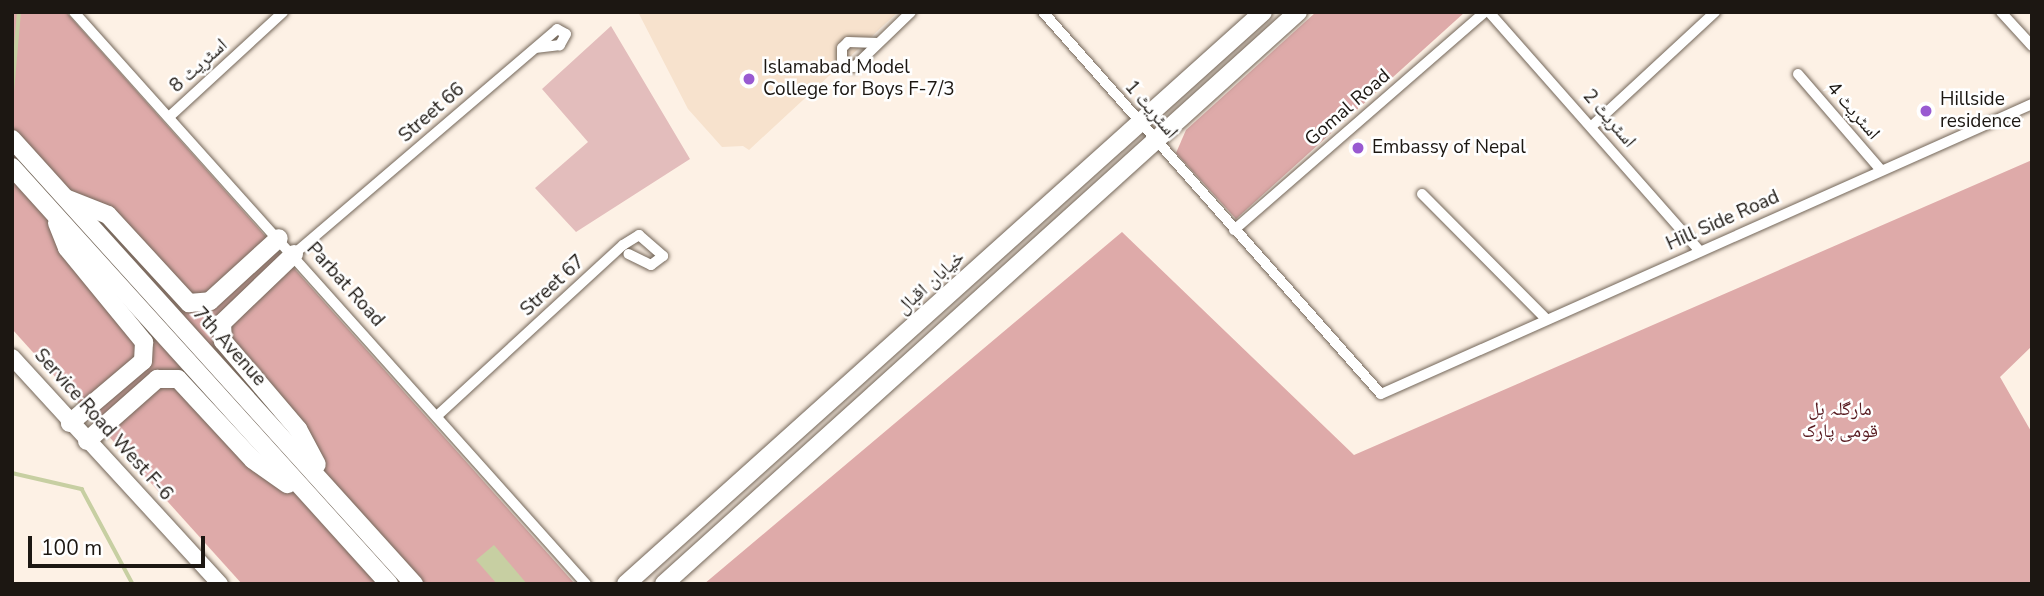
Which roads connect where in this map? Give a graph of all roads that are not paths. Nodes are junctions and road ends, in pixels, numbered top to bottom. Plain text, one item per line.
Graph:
1 (74, 12) edge
2 (284, 12) edge
3 (911, 12) edge
4 (1043, 12) edge
5 (1264, 12) edge
6 (1298, 12) edge
7 (1487, 12) edge
8 (1715, 12) edge
9 (2001, 12) edge
10 (878, 43) dead end
11 (2032, 46) edge
12 (537, 48) dead end
13 (1798, 74) dead end
14 (2032, 104) edge
15 (169, 117) junction
16 (1139, 122) junction
17 (1592, 126) junction
18 (12, 139) edge
19 (1156, 142) junction
20 (12, 167) edge
21 (1881, 170) junction
22 (1422, 194) dead end
23 (59, 204) junction
24 (1234, 230) junction
25 (279, 238) junction
26 (1700, 251) junction
27 (294, 254) junction
28 (628, 254) dead end
29 (1546, 319) junction
30 (12, 357) edge
31 (1428, 371) joint
32 (438, 415) junction
33 (70, 422) junction
34 (87, 441) junction
35 (329, 487) junction
36 (316, 504) junction
37 (220, 584) edge
38 (389, 584) edge
39 (414, 584) edge
40 (586, 584) edge
41 (626, 584) edge
42 (664, 584) edge

1 - 15 street, Parbat Road
2 - 15 street, اسٹریٹ 8
3 - 10 street
4 - 16 street, اسٹریٹ 1
5 - 16 main road, خیابان اقبال
6 - 19 main road
7 - 17 street, اسٹریٹ 2
7 - 24 street, Gomal Road
8 - 17 street
9 - 11 street
12 - 27 street, Street 66
13 - 21 street, اسٹریٹ 4
14 - 21 street, Hill Side Road
15 - 25 street, Parbat Road
16 - 19 street, اسٹریٹ 1
16 - 41 main road, خیابان اقبال
17 - 26 street, اسٹریٹ 2
18 - 23 main road, 7th Avenue
19 - 24 street, اسٹریٹ 1
19 - 42 main road
20 - 23 main road, 7th Avenue
21 - 26 street, Hill Side Road
22 - 29 street
23 - 25 main road
23 - 33 main road
23 - 35 main road, 7th Avenue
23 - 36 main road, 7th Avenue
24 - 31 street, اسٹریٹ 1
25 - 27 street, Parbat Road
26 - 29 street, Hill Side Road
27 - 32 street, Parbat Road
27 - 35 main road
28 - 32 street, Street 67
29 - 31 street, Hill Side Road
30 - 33 street, Service Road West F-6
32 - 40 street, Parbat Road
33 - 34 street, Service Road West F-6
34 - 36 main road
34 - 37 street, Service Road West F-6
35 - 39 main road, 7th Avenue
36 - 38 main road, 7th Avenue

+++

HOW TO COMPLETE THIS TASK: Each entry above is to be restated exactly, without its images.

ANSWER BELOW:
Which roads connect where in this map? Give a graph of all roads that are not paths. Nodes are junctions and road ends, in pixels, numbered top to bottom. Plain text, one item per line.
Graph:
1 (74, 12) edge
2 (284, 12) edge
3 (911, 12) edge
4 (1043, 12) edge
5 (1264, 12) edge
6 (1298, 12) edge
7 (1487, 12) edge
8 (1715, 12) edge
9 (2001, 12) edge
10 (878, 43) dead end
11 (2032, 46) edge
12 (537, 48) dead end
13 (1798, 74) dead end
14 (2032, 104) edge
15 (169, 117) junction
16 (1139, 122) junction
17 (1592, 126) junction
18 (12, 139) edge
19 (1156, 142) junction
20 (12, 167) edge
21 (1881, 170) junction
22 (1422, 194) dead end
23 (59, 204) junction
24 (1234, 230) junction
25 (279, 238) junction
26 (1700, 251) junction
27 (294, 254) junction
28 (628, 254) dead end
29 (1546, 319) junction
30 (12, 357) edge
31 (1428, 371) joint
32 (438, 415) junction
33 (70, 422) junction
34 (87, 441) junction
35 (329, 487) junction
36 (316, 504) junction
37 (220, 584) edge
38 (389, 584) edge
39 (414, 584) edge
40 (586, 584) edge
41 (626, 584) edge
42 (664, 584) edge

1 - 15 street, Parbat Road
2 - 15 street, اسٹریٹ 8
3 - 10 street
4 - 16 street, اسٹریٹ 1
5 - 16 main road, خیابان اقبال
6 - 19 main road
7 - 17 street, اسٹریٹ 2
7 - 24 street, Gomal Road
8 - 17 street
9 - 11 street
12 - 27 street, Street 66
13 - 21 street, اسٹریٹ 4
14 - 21 street, Hill Side Road
15 - 25 street, Parbat Road
16 - 19 street, اسٹریٹ 1
16 - 41 main road, خیابان اقبال
17 - 26 street, اسٹریٹ 2
18 - 23 main road, 7th Avenue
19 - 24 street, اسٹریٹ 1
19 - 42 main road
20 - 23 main road, 7th Avenue
21 - 26 street, Hill Side Road
22 - 29 street
23 - 25 main road
23 - 33 main road
23 - 35 main road, 7th Avenue
23 - 36 main road, 7th Avenue
24 - 31 street, اسٹریٹ 1
25 - 27 street, Parbat Road
26 - 29 street, Hill Side Road
27 - 32 street, Parbat Road
27 - 35 main road
28 - 32 street, Street 67
29 - 31 street, Hill Side Road
30 - 33 street, Service Road West F-6
32 - 40 street, Parbat Road
33 - 34 street, Service Road West F-6
34 - 36 main road
34 - 37 street, Service Road West F-6
35 - 39 main road, 7th Avenue
36 - 38 main road, 7th Avenue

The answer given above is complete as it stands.